# Required work
Report each line of the data that contains the string "Which".

# Data to process
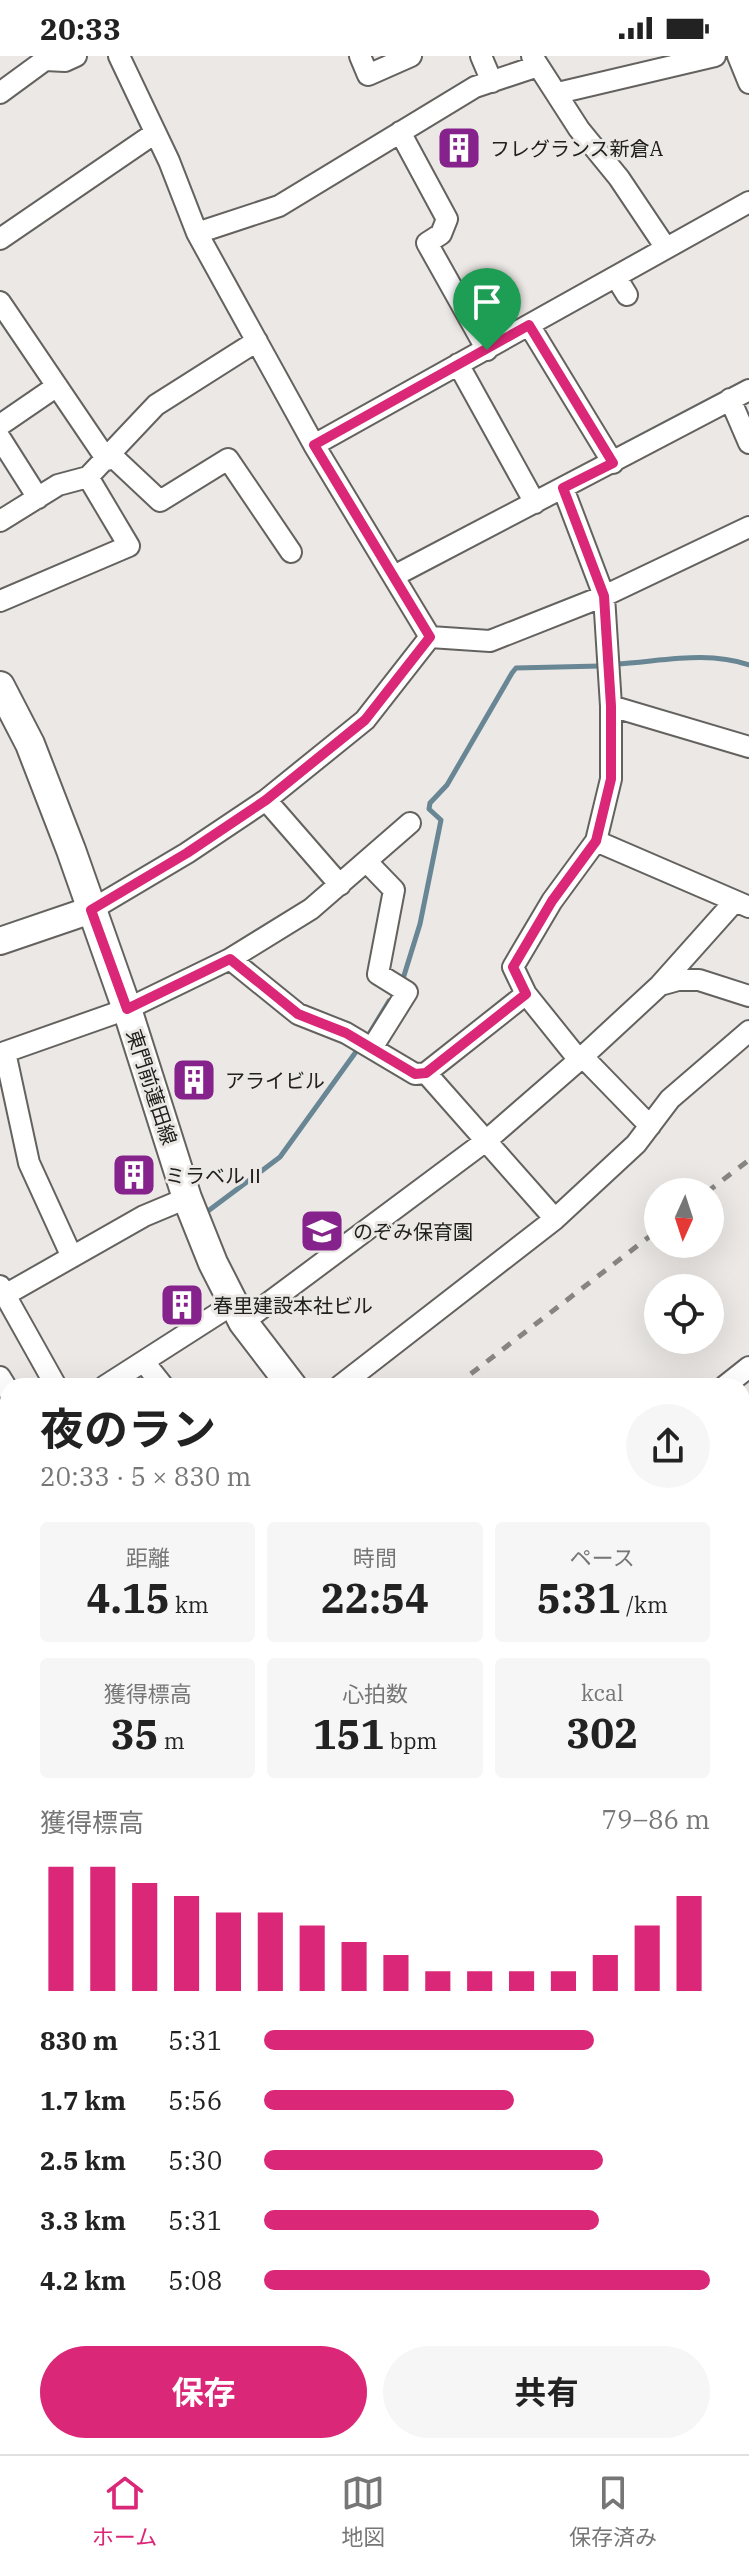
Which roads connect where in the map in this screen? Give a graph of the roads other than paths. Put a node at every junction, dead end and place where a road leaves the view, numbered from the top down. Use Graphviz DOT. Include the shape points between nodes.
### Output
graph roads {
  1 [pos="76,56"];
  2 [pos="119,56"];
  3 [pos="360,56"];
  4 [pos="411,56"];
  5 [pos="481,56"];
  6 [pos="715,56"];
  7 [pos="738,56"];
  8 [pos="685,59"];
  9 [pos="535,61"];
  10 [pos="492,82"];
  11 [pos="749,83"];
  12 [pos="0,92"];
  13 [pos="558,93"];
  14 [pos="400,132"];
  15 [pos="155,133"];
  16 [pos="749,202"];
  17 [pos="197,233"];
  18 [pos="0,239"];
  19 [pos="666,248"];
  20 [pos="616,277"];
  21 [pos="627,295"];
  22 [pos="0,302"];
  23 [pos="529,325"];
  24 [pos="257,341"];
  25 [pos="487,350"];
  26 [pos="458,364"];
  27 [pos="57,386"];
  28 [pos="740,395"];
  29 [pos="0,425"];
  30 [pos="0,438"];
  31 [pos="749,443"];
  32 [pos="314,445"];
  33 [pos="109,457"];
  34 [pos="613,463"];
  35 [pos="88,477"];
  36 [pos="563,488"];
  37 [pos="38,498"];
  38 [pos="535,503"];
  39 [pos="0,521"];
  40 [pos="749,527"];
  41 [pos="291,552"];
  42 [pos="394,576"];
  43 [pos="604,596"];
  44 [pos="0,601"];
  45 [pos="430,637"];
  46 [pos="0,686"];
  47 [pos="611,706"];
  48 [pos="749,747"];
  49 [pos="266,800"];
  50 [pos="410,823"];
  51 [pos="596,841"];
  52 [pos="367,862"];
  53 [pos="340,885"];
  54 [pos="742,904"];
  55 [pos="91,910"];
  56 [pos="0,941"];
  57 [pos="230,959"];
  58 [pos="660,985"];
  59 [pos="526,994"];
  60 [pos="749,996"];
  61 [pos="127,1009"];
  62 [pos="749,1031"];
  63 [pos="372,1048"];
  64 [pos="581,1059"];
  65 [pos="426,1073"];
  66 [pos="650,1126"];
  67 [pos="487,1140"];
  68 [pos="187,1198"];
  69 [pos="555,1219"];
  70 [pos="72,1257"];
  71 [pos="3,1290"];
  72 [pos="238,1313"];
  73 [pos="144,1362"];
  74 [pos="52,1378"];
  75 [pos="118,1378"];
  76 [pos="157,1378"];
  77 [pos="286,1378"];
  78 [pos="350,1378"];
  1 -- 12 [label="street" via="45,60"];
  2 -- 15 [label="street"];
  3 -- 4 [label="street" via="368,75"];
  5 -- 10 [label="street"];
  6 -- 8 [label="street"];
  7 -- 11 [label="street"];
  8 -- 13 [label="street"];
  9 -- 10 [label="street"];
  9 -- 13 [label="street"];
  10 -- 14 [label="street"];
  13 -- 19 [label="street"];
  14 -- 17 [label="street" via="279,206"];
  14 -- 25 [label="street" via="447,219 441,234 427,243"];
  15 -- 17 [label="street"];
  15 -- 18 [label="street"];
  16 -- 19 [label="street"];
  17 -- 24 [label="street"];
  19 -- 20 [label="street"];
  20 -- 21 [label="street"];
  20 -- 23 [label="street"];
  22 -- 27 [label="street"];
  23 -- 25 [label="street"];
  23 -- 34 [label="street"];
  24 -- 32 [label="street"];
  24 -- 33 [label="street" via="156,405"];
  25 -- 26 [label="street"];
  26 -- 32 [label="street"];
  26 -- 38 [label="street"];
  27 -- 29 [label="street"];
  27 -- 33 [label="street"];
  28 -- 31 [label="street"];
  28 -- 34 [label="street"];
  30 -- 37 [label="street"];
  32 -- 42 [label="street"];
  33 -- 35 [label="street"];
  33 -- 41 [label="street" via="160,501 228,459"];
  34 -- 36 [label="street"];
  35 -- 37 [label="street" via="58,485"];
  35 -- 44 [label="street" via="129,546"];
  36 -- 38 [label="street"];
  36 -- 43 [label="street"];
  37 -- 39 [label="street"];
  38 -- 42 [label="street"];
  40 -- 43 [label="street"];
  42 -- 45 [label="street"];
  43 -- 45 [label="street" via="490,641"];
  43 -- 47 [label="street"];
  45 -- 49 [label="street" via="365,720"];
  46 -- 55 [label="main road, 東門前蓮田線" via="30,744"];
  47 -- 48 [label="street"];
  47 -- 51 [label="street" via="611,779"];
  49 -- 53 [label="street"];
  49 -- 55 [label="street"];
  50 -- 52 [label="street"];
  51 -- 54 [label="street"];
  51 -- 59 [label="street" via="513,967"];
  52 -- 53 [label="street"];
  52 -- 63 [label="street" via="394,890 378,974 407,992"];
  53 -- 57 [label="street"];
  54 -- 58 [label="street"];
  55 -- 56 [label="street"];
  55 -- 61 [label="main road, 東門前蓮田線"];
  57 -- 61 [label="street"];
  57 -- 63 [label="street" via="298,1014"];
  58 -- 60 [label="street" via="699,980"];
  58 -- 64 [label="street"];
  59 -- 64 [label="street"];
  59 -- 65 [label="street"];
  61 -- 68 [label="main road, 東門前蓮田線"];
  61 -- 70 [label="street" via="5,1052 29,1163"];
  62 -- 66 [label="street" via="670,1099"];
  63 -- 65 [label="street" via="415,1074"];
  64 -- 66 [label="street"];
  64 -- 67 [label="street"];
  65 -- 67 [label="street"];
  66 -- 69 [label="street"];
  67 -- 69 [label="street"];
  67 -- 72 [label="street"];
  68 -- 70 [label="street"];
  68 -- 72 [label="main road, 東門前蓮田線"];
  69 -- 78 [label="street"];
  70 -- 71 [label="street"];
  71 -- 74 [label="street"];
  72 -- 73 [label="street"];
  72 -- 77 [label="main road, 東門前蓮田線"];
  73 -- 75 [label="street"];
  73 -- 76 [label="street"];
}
==
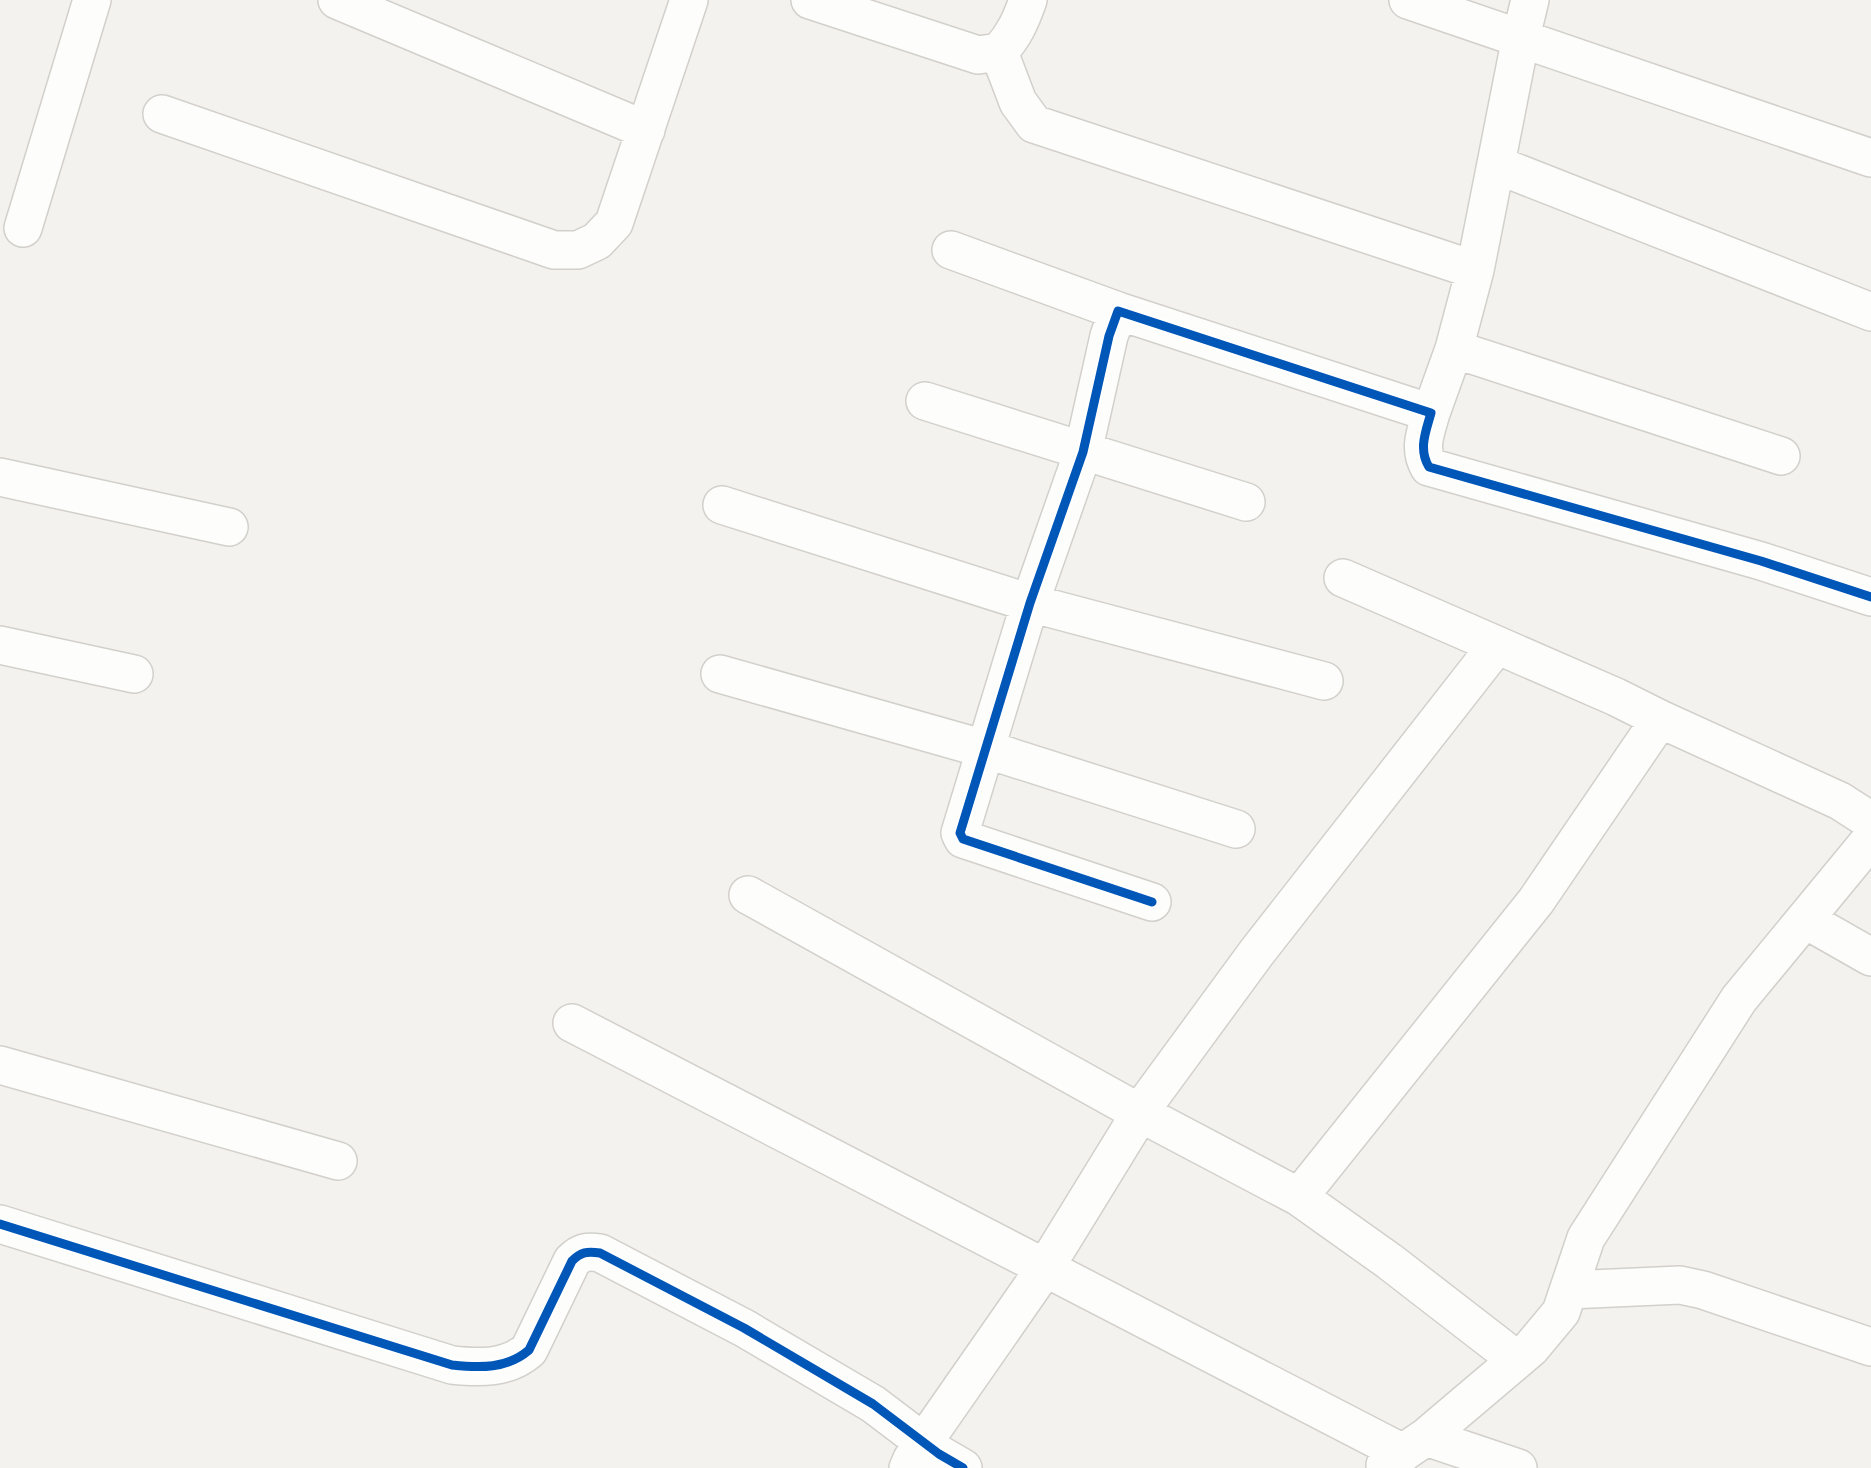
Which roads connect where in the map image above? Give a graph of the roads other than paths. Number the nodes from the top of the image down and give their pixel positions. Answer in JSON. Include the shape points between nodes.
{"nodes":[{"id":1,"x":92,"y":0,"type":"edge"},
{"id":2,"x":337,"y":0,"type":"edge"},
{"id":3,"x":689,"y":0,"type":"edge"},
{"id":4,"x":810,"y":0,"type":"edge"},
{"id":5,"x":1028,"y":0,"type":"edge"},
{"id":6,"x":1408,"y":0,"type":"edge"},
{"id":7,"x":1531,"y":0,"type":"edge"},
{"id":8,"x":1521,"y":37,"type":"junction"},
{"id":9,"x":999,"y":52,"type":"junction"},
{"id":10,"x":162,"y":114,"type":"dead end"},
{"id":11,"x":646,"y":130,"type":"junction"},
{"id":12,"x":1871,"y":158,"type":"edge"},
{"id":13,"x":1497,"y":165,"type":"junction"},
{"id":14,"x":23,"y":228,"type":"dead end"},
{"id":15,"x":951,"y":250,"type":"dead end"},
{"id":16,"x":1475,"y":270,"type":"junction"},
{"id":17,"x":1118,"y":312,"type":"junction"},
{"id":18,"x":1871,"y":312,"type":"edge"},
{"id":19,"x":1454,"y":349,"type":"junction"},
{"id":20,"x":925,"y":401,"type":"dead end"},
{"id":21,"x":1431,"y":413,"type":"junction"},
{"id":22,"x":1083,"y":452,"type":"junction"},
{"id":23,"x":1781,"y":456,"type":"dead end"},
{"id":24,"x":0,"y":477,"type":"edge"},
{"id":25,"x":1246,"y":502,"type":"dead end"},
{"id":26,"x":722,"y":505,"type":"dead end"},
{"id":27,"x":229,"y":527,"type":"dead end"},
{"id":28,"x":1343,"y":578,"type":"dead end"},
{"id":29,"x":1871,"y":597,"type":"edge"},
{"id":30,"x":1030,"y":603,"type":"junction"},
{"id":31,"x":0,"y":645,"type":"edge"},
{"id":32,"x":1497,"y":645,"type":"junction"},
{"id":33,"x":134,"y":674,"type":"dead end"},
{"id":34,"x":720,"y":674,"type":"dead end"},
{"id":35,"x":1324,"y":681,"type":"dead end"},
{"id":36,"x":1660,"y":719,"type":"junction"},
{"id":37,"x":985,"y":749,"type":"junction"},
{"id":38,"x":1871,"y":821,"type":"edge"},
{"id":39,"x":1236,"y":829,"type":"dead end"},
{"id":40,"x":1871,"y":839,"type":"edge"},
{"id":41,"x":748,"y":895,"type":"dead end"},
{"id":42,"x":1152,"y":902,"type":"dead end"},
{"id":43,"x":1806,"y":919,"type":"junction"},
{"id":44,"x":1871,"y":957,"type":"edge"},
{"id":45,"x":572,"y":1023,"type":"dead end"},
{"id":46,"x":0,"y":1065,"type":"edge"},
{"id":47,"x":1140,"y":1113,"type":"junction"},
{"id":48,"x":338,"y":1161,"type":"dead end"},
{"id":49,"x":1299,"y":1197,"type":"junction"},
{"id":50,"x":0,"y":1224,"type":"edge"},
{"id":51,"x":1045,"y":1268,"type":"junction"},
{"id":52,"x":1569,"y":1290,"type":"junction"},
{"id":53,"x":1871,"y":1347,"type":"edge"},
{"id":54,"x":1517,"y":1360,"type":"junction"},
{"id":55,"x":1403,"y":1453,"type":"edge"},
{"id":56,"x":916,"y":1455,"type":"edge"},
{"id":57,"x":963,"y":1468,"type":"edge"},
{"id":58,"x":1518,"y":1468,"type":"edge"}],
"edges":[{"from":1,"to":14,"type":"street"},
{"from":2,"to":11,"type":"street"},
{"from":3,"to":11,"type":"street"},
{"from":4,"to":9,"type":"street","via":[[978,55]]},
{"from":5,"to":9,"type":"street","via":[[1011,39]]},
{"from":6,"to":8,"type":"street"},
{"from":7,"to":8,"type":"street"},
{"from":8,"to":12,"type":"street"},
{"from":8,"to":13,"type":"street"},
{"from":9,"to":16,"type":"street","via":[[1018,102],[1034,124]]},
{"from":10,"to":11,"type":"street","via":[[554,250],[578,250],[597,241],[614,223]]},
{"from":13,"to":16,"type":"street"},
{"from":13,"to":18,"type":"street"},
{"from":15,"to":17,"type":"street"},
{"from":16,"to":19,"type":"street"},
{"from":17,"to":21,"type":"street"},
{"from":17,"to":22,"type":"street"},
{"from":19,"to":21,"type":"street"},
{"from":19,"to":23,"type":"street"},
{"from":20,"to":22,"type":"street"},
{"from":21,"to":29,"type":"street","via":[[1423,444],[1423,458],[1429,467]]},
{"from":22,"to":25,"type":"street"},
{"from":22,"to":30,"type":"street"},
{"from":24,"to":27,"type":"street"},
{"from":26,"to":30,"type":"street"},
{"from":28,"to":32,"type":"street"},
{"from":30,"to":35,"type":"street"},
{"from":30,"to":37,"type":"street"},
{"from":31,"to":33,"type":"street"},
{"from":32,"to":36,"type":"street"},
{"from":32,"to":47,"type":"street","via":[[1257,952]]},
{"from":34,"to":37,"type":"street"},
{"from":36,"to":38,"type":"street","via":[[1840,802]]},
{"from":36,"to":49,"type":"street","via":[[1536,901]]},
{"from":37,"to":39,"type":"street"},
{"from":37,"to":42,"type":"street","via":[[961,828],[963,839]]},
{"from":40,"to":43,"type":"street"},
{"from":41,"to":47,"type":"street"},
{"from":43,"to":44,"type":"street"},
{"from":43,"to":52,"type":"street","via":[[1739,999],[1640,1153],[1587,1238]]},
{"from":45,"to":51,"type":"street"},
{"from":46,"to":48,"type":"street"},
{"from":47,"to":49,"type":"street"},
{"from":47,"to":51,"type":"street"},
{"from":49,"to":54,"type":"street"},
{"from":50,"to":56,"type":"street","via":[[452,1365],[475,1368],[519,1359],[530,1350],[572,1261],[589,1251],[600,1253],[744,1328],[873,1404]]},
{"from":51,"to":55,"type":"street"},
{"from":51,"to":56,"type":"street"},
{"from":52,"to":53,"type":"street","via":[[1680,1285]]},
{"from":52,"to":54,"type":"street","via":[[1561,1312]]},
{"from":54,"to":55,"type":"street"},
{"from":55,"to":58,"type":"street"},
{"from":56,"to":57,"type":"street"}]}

# Response to this task
Which roads connect where in the map in this screen? Give a graph of the roads other than paths. Put a node at every junction, dead end and place where a road leaves the view, numbered from the top down. Use Graphviz DOT. Include the shape points between nodes.
Which roads connect where in the map image above? Give a graph of the roads other than paths. Number the nodes from the top of the image down and give their pixel positions. Answer in JSON. Include the shape points between nodes.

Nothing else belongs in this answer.